Instructions to follow: Nothing but the pictures may be left out. Restate the rest of the entries word for word.

++++

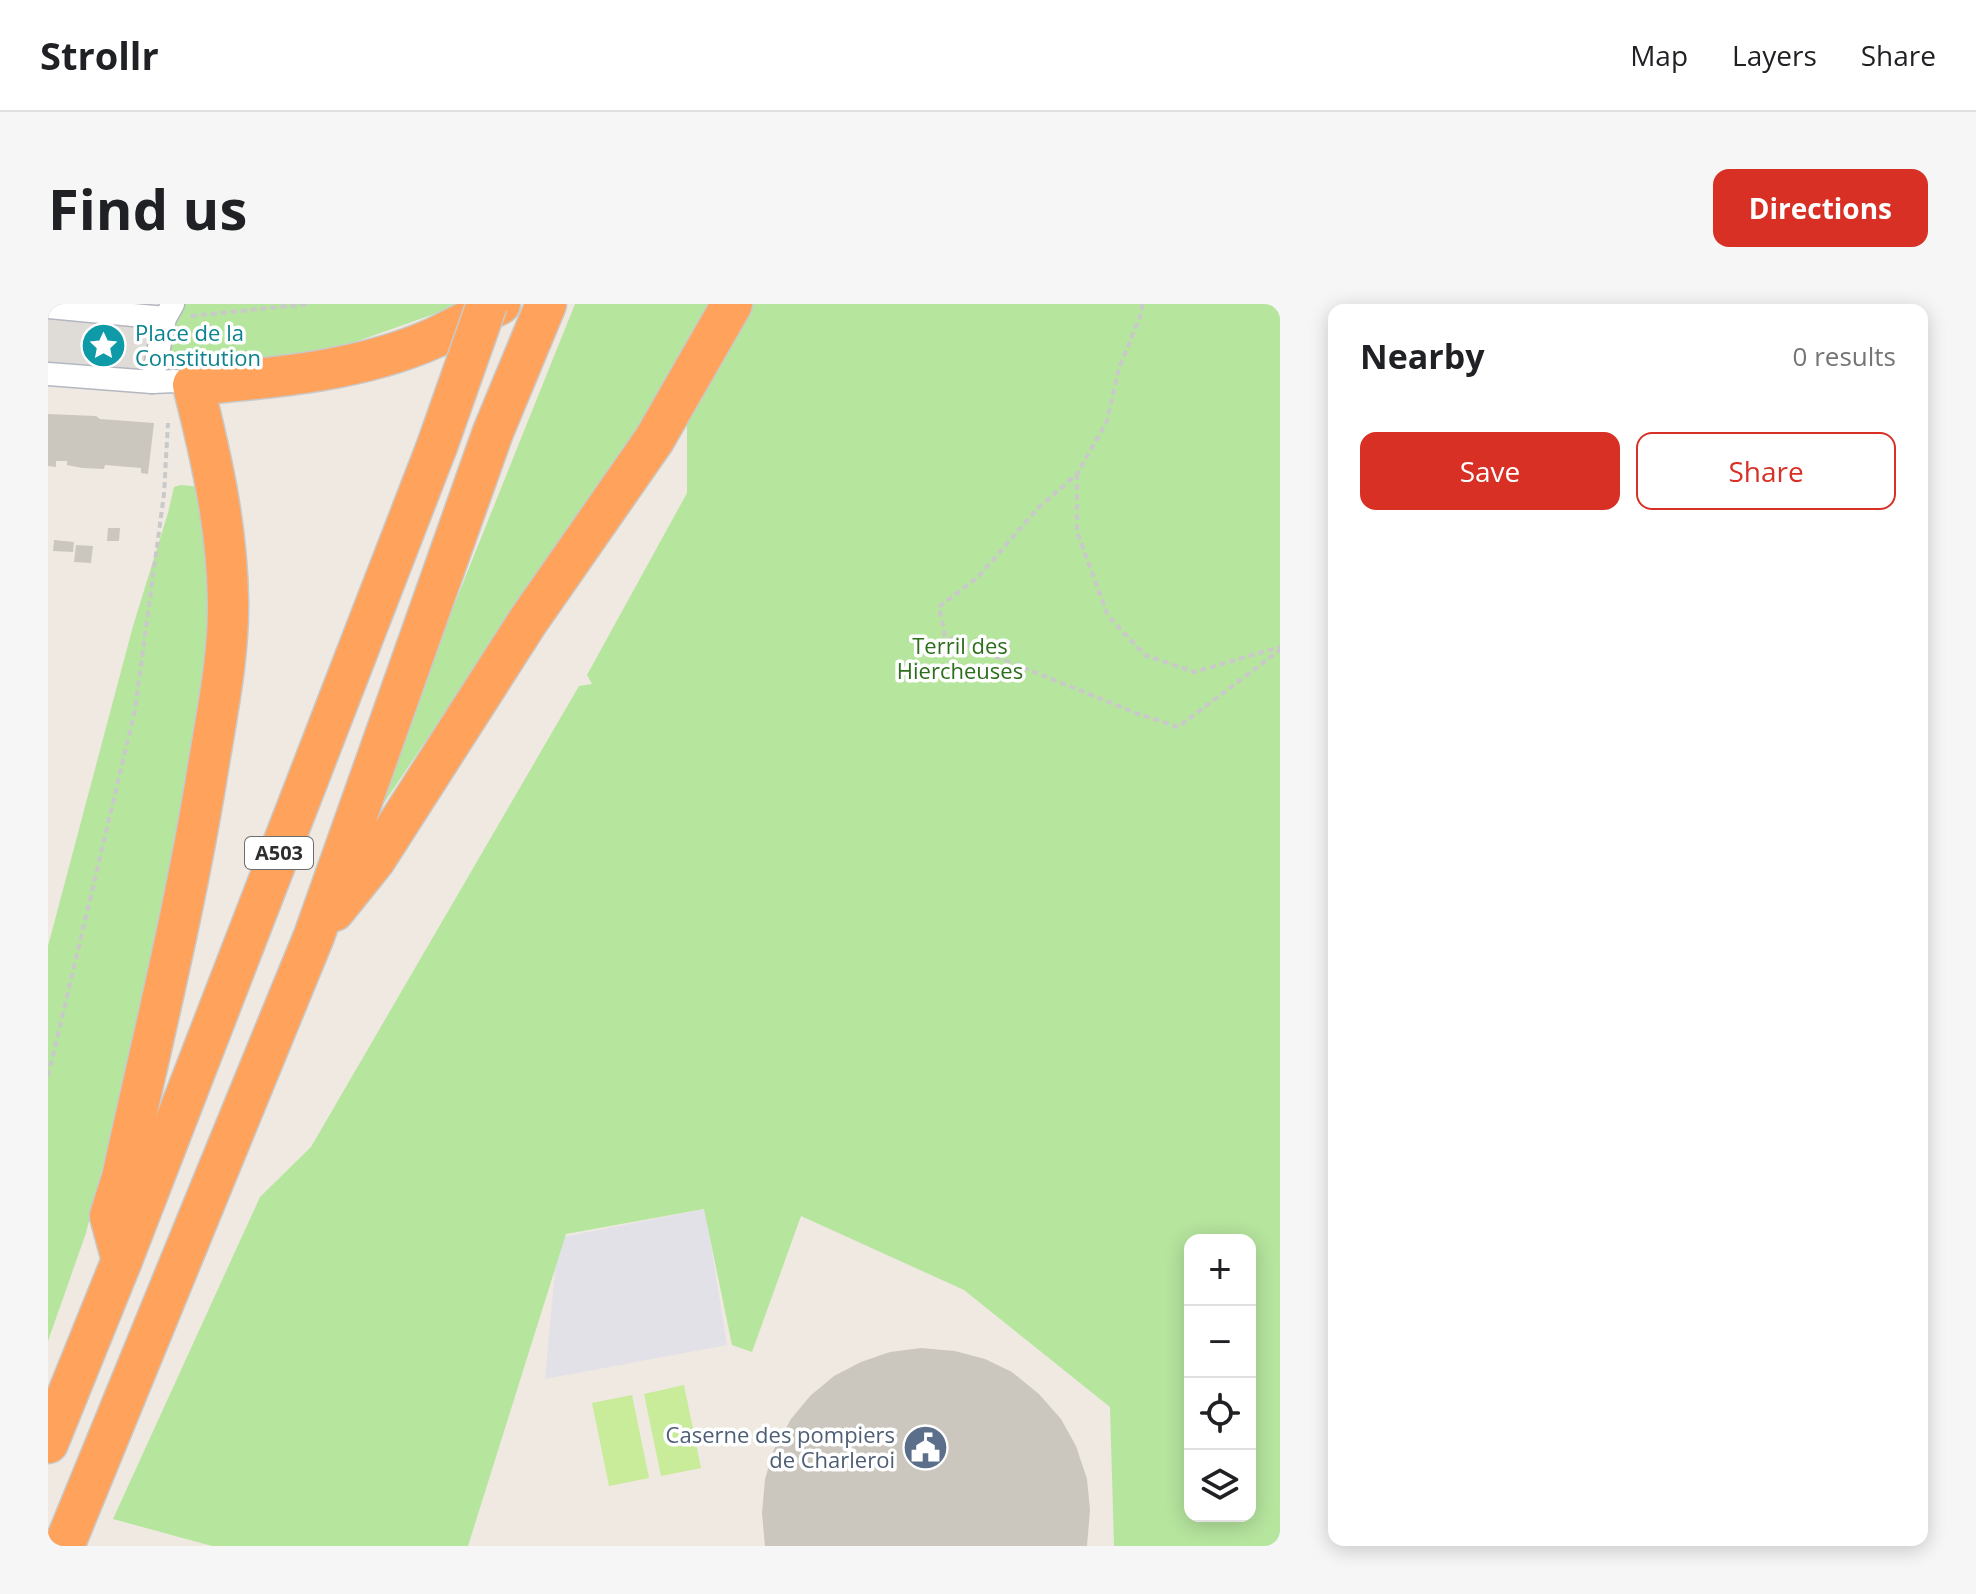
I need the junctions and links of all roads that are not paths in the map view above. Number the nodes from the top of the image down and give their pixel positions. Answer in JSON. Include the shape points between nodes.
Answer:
{"nodes":[{"id":1,"x":487,"y":304,"type":"edge"},
{"id":2,"x":500,"y":304,"type":"edge"},
{"id":3,"x":546,"y":304,"type":"edge"},
{"id":4,"x":732,"y":304,"type":"edge"},
{"id":5,"x":48,"y":307,"type":"edge"},
{"id":6,"x":169,"y":311,"type":"edge"},
{"id":7,"x":48,"y":374,"type":"edge"},
{"id":8,"x":152,"y":382,"type":"junction"},
{"id":9,"x":193,"y":385,"type":"junction"},
{"id":10,"x":314,"y":936,"type":"junction"},
{"id":11,"x":122,"y":1260,"type":"junction"},
{"id":12,"x":48,"y":1443,"type":"edge"},
{"id":13,"x":64,"y":1546,"type":"edge"}],
"edges":[{"from":1,"to":11,"type":"highway","number":"A503","bridge":true},
{"from":2,"to":9,"type":"highway","via":[[433,339],[390,354],[308,373]]},
{"from":3,"to":10,"type":"highway","number":"A503","via":[[493,432]]},
{"from":4,"to":10,"type":"highway","via":[[654,440],[528,621],[375,860]]},
{"from":5,"to":6,"type":"street"},
{"from":6,"to":8,"type":"street"},
{"from":7,"to":8,"type":"street"},
{"from":8,"to":9,"type":"street"},
{"from":9,"to":11,"type":"highway","via":[[224,526],[224,671],[193,859],[110,1216]]},
{"from":10,"to":13,"type":"highway","number":"A503"},
{"from":11,"to":12,"type":"highway","number":"A503"}]}
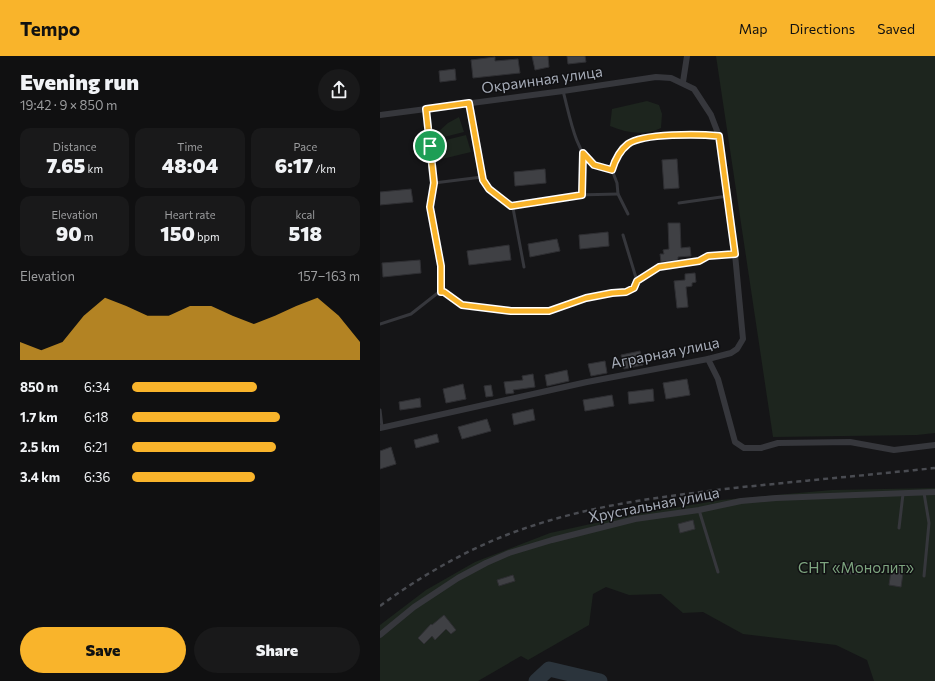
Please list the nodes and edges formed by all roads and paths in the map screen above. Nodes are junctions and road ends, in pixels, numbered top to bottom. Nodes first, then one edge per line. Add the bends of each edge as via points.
1 (687, 56) edge
2 (683, 82) junction
3 (694, 89) joint
4 (563, 91) junction
5 (469, 103) junction
6 (426, 109) junction
7 (380, 115) edge
8 (719, 136) junction
9 (583, 153) junction
10 (612, 170) junction
11 (482, 177) junction
12 (434, 183) junction
13 (618, 194) junction
14 (582, 195) junction
15 (728, 196) junction
16 (680, 203) dead end
17 (511, 206) junction
18 (628, 214) dead end
19 (623, 235) dead end
20 (735, 254) junction
21 (524, 267) dead end
22 (637, 281) junction
23 (441, 292) junction
24 (380, 324) edge
25 (708, 359) junction
26 (380, 410) edge
27 (381, 428) edge
28 (935, 445) edge
29 (935, 492) edge
30 (924, 493) junction
31 (903, 494) junction
32 (698, 510) junction
33 (899, 528) dead end
34 (718, 572) dead end
35 (924, 576) dead end
36 (380, 635) edge

1 - 2 street
2 - 3 street, Окраинная улица
2 - 4 street, Окраинная улица via 656,77
3 - 8 street, Аграрная улица via 712,115
4 - 5 street, Окраинная улица
4 - 9 lane
5 - 6 street, Окраинная улица
5 - 11 lane
6 - 7 street, Окраинная улица
6 - 12 lane
8 - 10 lane via 686,135 637,140 621,150
8 - 15 street, Аграрная улица
9 - 10 lane via 594,165
9 - 14 lane
10 - 13 lane
11 - 12 lane
11 - 17 lane via 489,189
12 - 23 lane via 430,207 441,266
13 - 14 lane
13 - 18 lane
14 - 17 lane
15 - 16 lane
15 - 20 street, Аграрная улица
17 - 21 lane
19 - 22 lane
20 - 22 lane via 708,256 699,261 659,267
20 - 25 street, Аграрная улица via 743,339 731,353
22 - 23 lane via 634,288 626,292 586,298 549,311 533,312 462,305
23 - 24 lane via 411,314
25 - 27 street, Аграрная улица via 587,382
25 - 28 street via 718,379 735,442 744,448 761,448 778,443 850,442 894,450
26 - 27 lane
29 - 30 street, Хрустальная улица
30 - 31 street, Хрустальная улица
30 - 35 lane via 929,523
31 - 32 street, Хрустальная улица via 776,498 741,501
31 - 33 lane
32 - 34 lane
32 - 36 street, Хрустальная улица via 635,518 552,540 486,563 414,607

++++

Written reply:
I need the junctions and links of all roads that are not paths in the map view above. Number the nodes from the top of the image down and give their pixel positions. Answer in JSON. Include the shape points between nodes.
Answer:
{"nodes":[{"id":1,"x":487,"y":304,"type":"edge"},
{"id":2,"x":500,"y":304,"type":"edge"},
{"id":3,"x":546,"y":304,"type":"edge"},
{"id":4,"x":732,"y":304,"type":"edge"},
{"id":5,"x":48,"y":307,"type":"edge"},
{"id":6,"x":169,"y":311,"type":"edge"},
{"id":7,"x":48,"y":374,"type":"edge"},
{"id":8,"x":152,"y":382,"type":"junction"},
{"id":9,"x":193,"y":385,"type":"junction"},
{"id":10,"x":314,"y":936,"type":"junction"},
{"id":11,"x":122,"y":1260,"type":"junction"},
{"id":12,"x":48,"y":1443,"type":"edge"},
{"id":13,"x":64,"y":1546,"type":"edge"}],
"edges":[{"from":1,"to":11,"type":"highway","number":"A503","bridge":true},
{"from":2,"to":9,"type":"highway","via":[[433,339],[390,354],[308,373]]},
{"from":3,"to":10,"type":"highway","number":"A503","via":[[493,432]]},
{"from":4,"to":10,"type":"highway","via":[[654,440],[528,621],[375,860]]},
{"from":5,"to":6,"type":"street"},
{"from":6,"to":8,"type":"street"},
{"from":7,"to":8,"type":"street"},
{"from":8,"to":9,"type":"street"},
{"from":9,"to":11,"type":"highway","via":[[224,526],[224,671],[193,859],[110,1216]]},
{"from":10,"to":13,"type":"highway","number":"A503"},
{"from":11,"to":12,"type":"highway","number":"A503"}]}
Please list the nodes and edges formed by all roads and paths in the map screen above. Nodes are junctions and road ends, in pixels, numbered top to bottom. Nodes first, then one edge per line. Add the bends of each edge as via points.
1 (687, 56) edge
2 (683, 82) junction
3 (694, 89) joint
4 (563, 91) junction
5 (469, 103) junction
6 (426, 109) junction
7 (380, 115) edge
8 (719, 136) junction
9 (583, 153) junction
10 (612, 170) junction
11 (482, 177) junction
12 (434, 183) junction
13 (618, 194) junction
14 (582, 195) junction
15 (728, 196) junction
16 (680, 203) dead end
17 (511, 206) junction
18 (628, 214) dead end
19 (623, 235) dead end
20 (735, 254) junction
21 (524, 267) dead end
22 (637, 281) junction
23 (441, 292) junction
24 (380, 324) edge
25 (708, 359) junction
26 (380, 410) edge
27 (381, 428) edge
28 (935, 445) edge
29 (935, 492) edge
30 (924, 493) junction
31 (903, 494) junction
32 (698, 510) junction
33 (899, 528) dead end
34 (718, 572) dead end
35 (924, 576) dead end
36 (380, 635) edge

1 - 2 street
2 - 3 street, Окраинная улица
2 - 4 street, Окраинная улица via 656,77
3 - 8 street, Аграрная улица via 712,115
4 - 5 street, Окраинная улица
4 - 9 lane
5 - 6 street, Окраинная улица
5 - 11 lane
6 - 7 street, Окраинная улица
6 - 12 lane
8 - 10 lane via 686,135 637,140 621,150
8 - 15 street, Аграрная улица
9 - 10 lane via 594,165
9 - 14 lane
10 - 13 lane
11 - 12 lane
11 - 17 lane via 489,189
12 - 23 lane via 430,207 441,266
13 - 14 lane
13 - 18 lane
14 - 17 lane
15 - 16 lane
15 - 20 street, Аграрная улица
17 - 21 lane
19 - 22 lane
20 - 22 lane via 708,256 699,261 659,267
20 - 25 street, Аграрная улица via 743,339 731,353
22 - 23 lane via 634,288 626,292 586,298 549,311 533,312 462,305
23 - 24 lane via 411,314
25 - 27 street, Аграрная улица via 587,382
25 - 28 street via 718,379 735,442 744,448 761,448 778,443 850,442 894,450
26 - 27 lane
29 - 30 street, Хрустальная улица
30 - 31 street, Хрустальная улица
30 - 35 lane via 929,523
31 - 32 street, Хрустальная улица via 776,498 741,501
31 - 33 lane
32 - 34 lane
32 - 36 street, Хрустальная улица via 635,518 552,540 486,563 414,607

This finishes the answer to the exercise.